Our reaction might be to promptly set about showing how it's just not true. We display our Western logic to prove that the gods are not the same and that Christ is supreme.
Indians love to argue religion, and the Hindu worldview imparts to its children a suspicion of exclusivity and a way of reasoning that inverts our normal rules of logic. The upside is that Hindus have a built-in spiritual tuning fork that resonates easily with any talk of the divine.
It's much easier to broach the subject of religion with a Hindu than a secular Westerner. The question, then, is how to turn those conversations to a good dialogue, not an exasperating and pointless conversation.
As a fellow traveler among Hindus, a few basic principles for fruitful interaction can be helpful.
The power of prayer
For all their philosophical pretensions, Hindus are religious pragmatists at heart. They patronize certain gods because they, or someone they know, can attest to some benefit they've received from them. Now, obviously, we don't embrace such motives in prayer. We do, however, have a heavenly Father who loves to give good gifts to His children.
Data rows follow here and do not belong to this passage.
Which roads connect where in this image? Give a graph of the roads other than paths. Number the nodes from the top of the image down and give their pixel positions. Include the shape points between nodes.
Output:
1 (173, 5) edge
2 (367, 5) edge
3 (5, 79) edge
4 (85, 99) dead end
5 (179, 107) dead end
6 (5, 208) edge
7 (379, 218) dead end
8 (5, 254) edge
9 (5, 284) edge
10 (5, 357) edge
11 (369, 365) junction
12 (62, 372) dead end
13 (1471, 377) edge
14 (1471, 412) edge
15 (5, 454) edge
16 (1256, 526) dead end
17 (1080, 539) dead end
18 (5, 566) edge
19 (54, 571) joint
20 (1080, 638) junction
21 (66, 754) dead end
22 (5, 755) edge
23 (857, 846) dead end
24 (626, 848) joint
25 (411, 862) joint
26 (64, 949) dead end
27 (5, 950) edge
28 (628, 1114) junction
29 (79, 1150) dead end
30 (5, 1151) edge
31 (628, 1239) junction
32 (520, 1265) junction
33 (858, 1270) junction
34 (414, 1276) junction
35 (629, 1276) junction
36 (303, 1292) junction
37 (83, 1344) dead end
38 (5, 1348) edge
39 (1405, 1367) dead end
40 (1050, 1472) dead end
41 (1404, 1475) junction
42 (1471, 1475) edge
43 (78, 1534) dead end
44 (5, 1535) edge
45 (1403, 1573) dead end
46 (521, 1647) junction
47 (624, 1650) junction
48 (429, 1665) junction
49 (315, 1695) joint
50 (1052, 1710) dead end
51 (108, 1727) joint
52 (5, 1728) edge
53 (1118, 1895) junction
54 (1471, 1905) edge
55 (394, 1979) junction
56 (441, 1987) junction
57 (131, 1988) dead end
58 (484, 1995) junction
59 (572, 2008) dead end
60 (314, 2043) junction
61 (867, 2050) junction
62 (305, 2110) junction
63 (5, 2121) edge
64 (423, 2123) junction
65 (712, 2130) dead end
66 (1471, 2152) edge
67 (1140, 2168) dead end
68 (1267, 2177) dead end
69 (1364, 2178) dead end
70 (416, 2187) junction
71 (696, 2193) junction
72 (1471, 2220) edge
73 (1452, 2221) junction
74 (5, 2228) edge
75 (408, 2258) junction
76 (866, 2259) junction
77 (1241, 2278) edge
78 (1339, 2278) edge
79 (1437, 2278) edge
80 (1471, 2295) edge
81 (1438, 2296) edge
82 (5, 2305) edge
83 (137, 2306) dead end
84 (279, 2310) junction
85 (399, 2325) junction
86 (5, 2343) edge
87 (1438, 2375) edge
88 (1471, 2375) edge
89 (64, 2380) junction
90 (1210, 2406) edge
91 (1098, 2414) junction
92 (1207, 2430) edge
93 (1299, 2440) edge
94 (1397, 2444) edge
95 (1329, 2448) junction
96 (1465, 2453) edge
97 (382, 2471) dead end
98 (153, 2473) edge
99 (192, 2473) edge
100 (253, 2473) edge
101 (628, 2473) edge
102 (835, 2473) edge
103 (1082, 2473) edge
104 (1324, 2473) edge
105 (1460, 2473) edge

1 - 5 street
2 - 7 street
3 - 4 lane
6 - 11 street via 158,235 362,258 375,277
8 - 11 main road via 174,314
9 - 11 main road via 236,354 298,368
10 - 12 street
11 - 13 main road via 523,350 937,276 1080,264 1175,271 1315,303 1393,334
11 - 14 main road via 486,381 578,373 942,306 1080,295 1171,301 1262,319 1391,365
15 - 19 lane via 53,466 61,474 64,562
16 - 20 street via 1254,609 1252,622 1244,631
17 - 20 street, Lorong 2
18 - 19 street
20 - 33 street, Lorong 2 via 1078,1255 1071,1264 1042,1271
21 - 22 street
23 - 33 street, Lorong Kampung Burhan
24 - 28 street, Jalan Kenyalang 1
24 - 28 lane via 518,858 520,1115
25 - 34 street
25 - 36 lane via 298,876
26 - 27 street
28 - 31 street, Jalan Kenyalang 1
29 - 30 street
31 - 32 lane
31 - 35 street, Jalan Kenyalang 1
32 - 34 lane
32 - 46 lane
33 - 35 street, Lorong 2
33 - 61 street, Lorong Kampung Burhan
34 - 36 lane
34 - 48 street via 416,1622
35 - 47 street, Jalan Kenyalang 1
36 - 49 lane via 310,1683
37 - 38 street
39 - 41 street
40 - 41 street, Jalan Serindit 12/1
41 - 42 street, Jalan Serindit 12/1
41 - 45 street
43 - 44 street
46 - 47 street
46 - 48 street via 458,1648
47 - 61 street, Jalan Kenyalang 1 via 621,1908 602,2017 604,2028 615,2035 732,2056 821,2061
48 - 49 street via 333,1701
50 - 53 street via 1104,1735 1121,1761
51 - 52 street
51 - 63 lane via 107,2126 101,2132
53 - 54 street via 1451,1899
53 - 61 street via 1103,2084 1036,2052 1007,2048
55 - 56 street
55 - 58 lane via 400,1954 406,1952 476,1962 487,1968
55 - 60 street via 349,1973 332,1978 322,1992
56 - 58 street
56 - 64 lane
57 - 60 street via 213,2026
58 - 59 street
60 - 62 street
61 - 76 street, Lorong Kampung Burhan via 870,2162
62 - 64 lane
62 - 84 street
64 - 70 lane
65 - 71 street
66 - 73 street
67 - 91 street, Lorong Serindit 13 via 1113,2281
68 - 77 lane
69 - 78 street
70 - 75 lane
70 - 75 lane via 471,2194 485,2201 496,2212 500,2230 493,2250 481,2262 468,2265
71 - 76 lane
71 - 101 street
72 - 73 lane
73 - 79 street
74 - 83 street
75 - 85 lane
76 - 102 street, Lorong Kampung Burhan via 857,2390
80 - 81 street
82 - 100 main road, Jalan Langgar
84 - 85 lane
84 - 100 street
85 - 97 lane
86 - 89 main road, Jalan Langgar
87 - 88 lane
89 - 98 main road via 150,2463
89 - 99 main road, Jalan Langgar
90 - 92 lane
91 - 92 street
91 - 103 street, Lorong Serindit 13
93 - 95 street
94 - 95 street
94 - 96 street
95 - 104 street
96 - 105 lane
So be open with your Hindu friends about the power of prayer in Jesus' name and about the God who hears and answers prayer. Ask early on how you can pray for them, and then let them hear you praying for them—for their requests, for their salvation, for spiritual blessing. Most importantly, persist in prayer for them and expect God to answer. Talk with them about the things you are praying for and affirm the power of Christ as He answers.
The plain Bible
When talking with a Hindu friend, open your Bible. Hindus are drawn to religious Scriptures. Hinduism is full of myths about reality and the nature of God. Instead of confronting these through debate, let God's Word do the arguing for you. The more they read or hear, the more opportunity there is for the Spirit to imprint the truth on their hearts.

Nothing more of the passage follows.